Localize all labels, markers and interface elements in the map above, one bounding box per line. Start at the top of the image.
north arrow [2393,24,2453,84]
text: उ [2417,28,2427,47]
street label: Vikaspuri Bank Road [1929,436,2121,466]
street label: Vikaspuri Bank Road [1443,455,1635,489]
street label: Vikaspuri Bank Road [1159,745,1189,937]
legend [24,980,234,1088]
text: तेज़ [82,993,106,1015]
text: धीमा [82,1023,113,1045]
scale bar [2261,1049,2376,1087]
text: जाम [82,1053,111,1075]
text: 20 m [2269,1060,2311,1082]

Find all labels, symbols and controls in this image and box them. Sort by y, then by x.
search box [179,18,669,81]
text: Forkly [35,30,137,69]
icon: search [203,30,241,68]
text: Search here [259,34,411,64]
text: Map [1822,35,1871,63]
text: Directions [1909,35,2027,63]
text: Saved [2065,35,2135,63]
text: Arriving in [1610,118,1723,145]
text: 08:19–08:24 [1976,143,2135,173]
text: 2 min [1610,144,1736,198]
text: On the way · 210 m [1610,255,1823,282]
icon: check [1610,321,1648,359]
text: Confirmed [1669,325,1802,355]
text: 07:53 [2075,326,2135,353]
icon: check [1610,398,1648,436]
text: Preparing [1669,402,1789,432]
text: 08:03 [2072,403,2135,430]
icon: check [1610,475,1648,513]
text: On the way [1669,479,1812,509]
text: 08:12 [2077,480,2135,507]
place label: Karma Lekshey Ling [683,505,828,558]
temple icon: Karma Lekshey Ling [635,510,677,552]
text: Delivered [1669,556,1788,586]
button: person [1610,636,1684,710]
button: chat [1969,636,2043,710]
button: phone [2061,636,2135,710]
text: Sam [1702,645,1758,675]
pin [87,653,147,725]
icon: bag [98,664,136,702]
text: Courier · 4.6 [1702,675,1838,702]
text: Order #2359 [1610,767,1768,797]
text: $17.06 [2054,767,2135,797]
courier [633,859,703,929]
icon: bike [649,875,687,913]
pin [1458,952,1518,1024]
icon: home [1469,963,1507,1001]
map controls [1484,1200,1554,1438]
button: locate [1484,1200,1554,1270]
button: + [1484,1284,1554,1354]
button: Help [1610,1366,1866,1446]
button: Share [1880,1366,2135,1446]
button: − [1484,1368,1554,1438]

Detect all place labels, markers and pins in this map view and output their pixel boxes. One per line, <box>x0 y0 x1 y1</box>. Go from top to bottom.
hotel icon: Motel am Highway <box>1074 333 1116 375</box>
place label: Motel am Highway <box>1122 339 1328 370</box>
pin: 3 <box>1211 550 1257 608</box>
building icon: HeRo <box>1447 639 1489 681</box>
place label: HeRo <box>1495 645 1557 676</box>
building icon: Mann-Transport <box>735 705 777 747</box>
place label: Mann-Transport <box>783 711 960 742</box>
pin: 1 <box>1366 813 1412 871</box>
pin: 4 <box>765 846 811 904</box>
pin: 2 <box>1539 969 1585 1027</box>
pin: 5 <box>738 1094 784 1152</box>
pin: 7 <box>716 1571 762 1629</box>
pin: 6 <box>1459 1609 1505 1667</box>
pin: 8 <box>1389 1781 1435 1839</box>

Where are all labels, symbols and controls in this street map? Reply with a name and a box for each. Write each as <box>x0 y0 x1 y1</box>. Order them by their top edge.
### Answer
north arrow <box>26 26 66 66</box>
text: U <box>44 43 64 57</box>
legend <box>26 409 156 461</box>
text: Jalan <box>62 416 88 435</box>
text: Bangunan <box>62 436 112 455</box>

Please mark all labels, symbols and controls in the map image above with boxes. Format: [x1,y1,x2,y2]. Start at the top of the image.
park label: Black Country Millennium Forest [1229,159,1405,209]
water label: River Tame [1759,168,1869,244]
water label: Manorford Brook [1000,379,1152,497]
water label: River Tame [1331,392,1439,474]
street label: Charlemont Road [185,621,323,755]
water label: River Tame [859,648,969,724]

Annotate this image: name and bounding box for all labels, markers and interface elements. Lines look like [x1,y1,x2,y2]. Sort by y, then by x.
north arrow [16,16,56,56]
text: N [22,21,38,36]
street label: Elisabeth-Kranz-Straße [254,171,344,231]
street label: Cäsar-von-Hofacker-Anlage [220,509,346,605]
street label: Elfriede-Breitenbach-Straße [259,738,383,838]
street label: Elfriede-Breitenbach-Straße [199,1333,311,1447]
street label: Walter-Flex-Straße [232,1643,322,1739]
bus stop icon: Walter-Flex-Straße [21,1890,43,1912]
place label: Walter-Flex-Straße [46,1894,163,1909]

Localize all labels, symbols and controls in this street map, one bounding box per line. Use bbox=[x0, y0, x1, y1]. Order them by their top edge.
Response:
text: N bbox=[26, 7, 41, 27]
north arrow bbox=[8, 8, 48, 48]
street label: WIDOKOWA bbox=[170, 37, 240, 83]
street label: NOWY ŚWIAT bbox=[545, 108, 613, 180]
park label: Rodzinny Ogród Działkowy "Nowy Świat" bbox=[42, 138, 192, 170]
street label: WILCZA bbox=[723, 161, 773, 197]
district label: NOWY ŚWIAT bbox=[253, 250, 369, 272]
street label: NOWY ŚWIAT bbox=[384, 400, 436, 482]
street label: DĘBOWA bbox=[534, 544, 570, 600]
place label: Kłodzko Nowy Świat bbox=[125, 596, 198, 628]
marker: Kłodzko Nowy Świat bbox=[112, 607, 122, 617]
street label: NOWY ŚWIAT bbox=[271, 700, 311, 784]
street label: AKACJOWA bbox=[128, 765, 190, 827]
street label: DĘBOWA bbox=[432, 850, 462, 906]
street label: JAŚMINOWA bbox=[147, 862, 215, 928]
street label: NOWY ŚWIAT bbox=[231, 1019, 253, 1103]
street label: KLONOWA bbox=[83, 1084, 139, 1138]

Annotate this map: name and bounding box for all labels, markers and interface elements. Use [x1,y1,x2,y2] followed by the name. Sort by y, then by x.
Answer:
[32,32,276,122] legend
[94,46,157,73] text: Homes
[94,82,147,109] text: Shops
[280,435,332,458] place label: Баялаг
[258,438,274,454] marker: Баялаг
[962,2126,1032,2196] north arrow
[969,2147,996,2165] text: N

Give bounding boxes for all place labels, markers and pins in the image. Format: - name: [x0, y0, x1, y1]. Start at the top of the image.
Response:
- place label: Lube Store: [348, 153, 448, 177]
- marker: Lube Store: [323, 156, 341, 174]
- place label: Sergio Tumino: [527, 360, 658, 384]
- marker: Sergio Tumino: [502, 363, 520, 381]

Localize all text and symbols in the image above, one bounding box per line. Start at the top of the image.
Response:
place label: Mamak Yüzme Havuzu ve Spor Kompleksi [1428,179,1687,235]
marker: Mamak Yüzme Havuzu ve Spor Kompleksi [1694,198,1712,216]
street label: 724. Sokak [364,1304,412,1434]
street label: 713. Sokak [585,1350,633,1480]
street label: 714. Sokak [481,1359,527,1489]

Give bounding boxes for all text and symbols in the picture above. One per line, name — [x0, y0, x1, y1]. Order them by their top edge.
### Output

* * *

# Exercise requirements:
Whole listing, every line: reproduce it exactly.

# Output for this task:
Localize all labels, markers and interface elements in the map above, one bounding box per line. Start at the top of the image.
north arrow [2393,24,2453,84]
text: उ [2417,28,2427,47]
street label: Vikaspuri Bank Road [1929,436,2121,466]
street label: Vikaspuri Bank Road [1443,455,1635,489]
street label: Vikaspuri Bank Road [1159,745,1189,937]
legend [24,980,234,1088]
text: तेज़ [82,993,106,1015]
text: धीमा [82,1023,113,1045]
scale bar [2261,1049,2376,1087]
text: जाम [82,1053,111,1075]
text: 20 m [2269,1060,2311,1082]

Find all labels, symbols and controls in this image and box them. Sort by y, then by x.
search box [179,18,669,81]
text: Forkly [35,30,137,69]
icon: search [203,30,241,68]
text: Search here [259,34,411,64]
text: Map [1822,35,1871,63]
text: Directions [1909,35,2027,63]
text: Saved [2065,35,2135,63]
text: Arriving in [1610,118,1723,145]
text: 08:19–08:24 [1976,143,2135,173]
text: 2 min [1610,144,1736,198]
text: On the way · 210 m [1610,255,1823,282]
icon: check [1610,321,1648,359]
text: Confirmed [1669,325,1802,355]
text: 07:53 [2075,326,2135,353]
icon: check [1610,398,1648,436]
text: Preparing [1669,402,1789,432]
text: 08:03 [2072,403,2135,430]
icon: check [1610,475,1648,513]
text: On the way [1669,479,1812,509]
text: 08:12 [2077,480,2135,507]
place label: Karma Lekshey Ling [683,505,828,558]
temple icon: Karma Lekshey Ling [635,510,677,552]
text: Delivered [1669,556,1788,586]
button: person [1610,636,1684,710]
button: chat [1969,636,2043,710]
button: phone [2061,636,2135,710]
text: Sam [1702,645,1758,675]
pin [87,653,147,725]
icon: bag [98,664,136,702]
text: Courier · 4.6 [1702,675,1838,702]
text: Order #2359 [1610,767,1768,797]
text: $17.06 [2054,767,2135,797]
courier [633,859,703,929]
icon: bike [649,875,687,913]
pin [1458,952,1518,1024]
icon: home [1469,963,1507,1001]
map controls [1484,1200,1554,1438]
button: locate [1484,1200,1554,1270]
button: + [1484,1284,1554,1354]
button: Help [1610,1366,1866,1446]
button: Share [1880,1366,2135,1446]
button: − [1484,1368,1554,1438]

Detect all place labels, markers and pins in this map view and output their pixel boxes. One per line, <box>x0 y0 x1 y1</box>. Go from top to bottom.
hotel icon: Motel am Highway <box>1074 333 1116 375</box>
place label: Motel am Highway <box>1122 339 1328 370</box>
pin: 3 <box>1211 550 1257 608</box>
building icon: HeRo <box>1447 639 1489 681</box>
place label: HeRo <box>1495 645 1557 676</box>
building icon: Mann-Transport <box>735 705 777 747</box>
place label: Mann-Transport <box>783 711 960 742</box>
pin: 1 <box>1366 813 1412 871</box>
pin: 4 <box>765 846 811 904</box>
pin: 2 <box>1539 969 1585 1027</box>
pin: 5 <box>738 1094 784 1152</box>
pin: 7 <box>716 1571 762 1629</box>
pin: 6 <box>1459 1609 1505 1667</box>
pin: 8 <box>1389 1781 1435 1839</box>

Where are all labels, symbols and controls in this street map? Reply with a name and a box for each. Write each as <box>x0 y0 x1 y1</box>. Order them by their top edge.
### Answer
north arrow <box>26 26 66 66</box>
text: U <box>44 43 64 57</box>
legend <box>26 409 156 461</box>
text: Jalan <box>62 416 88 435</box>
text: Bangunan <box>62 436 112 455</box>

Please mark all labels, symbols and controls in the map image above with boxes. Format: [x1,y1,x2,y2]. Start at the top of the image.
park label: Black Country Millennium Forest [1229,159,1405,209]
water label: River Tame [1759,168,1869,244]
water label: Manorford Brook [1000,379,1152,497]
water label: River Tame [1331,392,1439,474]
street label: Charlemont Road [185,621,323,755]
water label: River Tame [859,648,969,724]

Annotate this image: name and bounding box for all labels, markers and interface elements. Lines look like [x1,y1,x2,y2]. Sort by y, then by x.
north arrow [16,16,56,56]
text: N [22,21,38,36]
street label: Elisabeth-Kranz-Straße [254,171,344,231]
street label: Cäsar-von-Hofacker-Anlage [220,509,346,605]
street label: Elfriede-Breitenbach-Straße [259,738,383,838]
street label: Elfriede-Breitenbach-Straße [199,1333,311,1447]
street label: Walter-Flex-Straße [232,1643,322,1739]
bus stop icon: Walter-Flex-Straße [21,1890,43,1912]
place label: Walter-Flex-Straße [46,1894,163,1909]

Localize all labels, symbols and controls in this street map, one bounding box per line. Use bbox=[x0, y0, x1, y1]. Order them by their top edge.
Response:
text: N bbox=[26, 7, 41, 27]
north arrow bbox=[8, 8, 48, 48]
street label: WIDOKOWA bbox=[170, 37, 240, 83]
street label: NOWY ŚWIAT bbox=[545, 108, 613, 180]
park label: Rodzinny Ogród Działkowy "Nowy Świat" bbox=[42, 138, 192, 170]
street label: WILCZA bbox=[723, 161, 773, 197]
district label: NOWY ŚWIAT bbox=[253, 250, 369, 272]
street label: NOWY ŚWIAT bbox=[384, 400, 436, 482]
street label: DĘBOWA bbox=[534, 544, 570, 600]
place label: Kłodzko Nowy Świat bbox=[125, 596, 198, 628]
marker: Kłodzko Nowy Świat bbox=[112, 607, 122, 617]
street label: NOWY ŚWIAT bbox=[271, 700, 311, 784]
street label: AKACJOWA bbox=[128, 765, 190, 827]
street label: DĘBOWA bbox=[432, 850, 462, 906]
street label: JAŚMINOWA bbox=[147, 862, 215, 928]
street label: NOWY ŚWIAT bbox=[231, 1019, 253, 1103]
street label: KLONOWA bbox=[83, 1084, 139, 1138]

Annotate this map: name and bounding box for all labels, markers and interface elements. Use [x1,y1,x2,y2] followed by the name. Sort by y, then by x.
Answer:
[32,32,276,122] legend
[94,46,157,73] text: Homes
[94,82,147,109] text: Shops
[280,435,332,458] place label: Баялаг
[258,438,274,454] marker: Баялаг
[962,2126,1032,2196] north arrow
[969,2147,996,2165] text: N

Give bounding boxes for all place labels, markers and pins in the image. Format: - name: [x0, y0, x1, y1]. Start at the top of the image.
Response:
- place label: Lube Store: [348, 153, 448, 177]
- marker: Lube Store: [323, 156, 341, 174]
- place label: Sergio Tumino: [527, 360, 658, 384]
- marker: Sergio Tumino: [502, 363, 520, 381]

Localize all text and symbols in the image above, one bounding box per line. Start at the top of the image.
Response:
place label: Mamak Yüzme Havuzu ve Spor Kompleksi [1428,179,1687,235]
marker: Mamak Yüzme Havuzu ve Spor Kompleksi [1694,198,1712,216]
street label: 724. Sokak [364,1304,412,1434]
street label: 713. Sokak [585,1350,633,1480]
street label: 714. Sokak [481,1359,527,1489]

Give bounding boxes for all text and symbols in the picture above. One per line, name — [x0, y0, x1, y1]. Order them by their top edge.
### Output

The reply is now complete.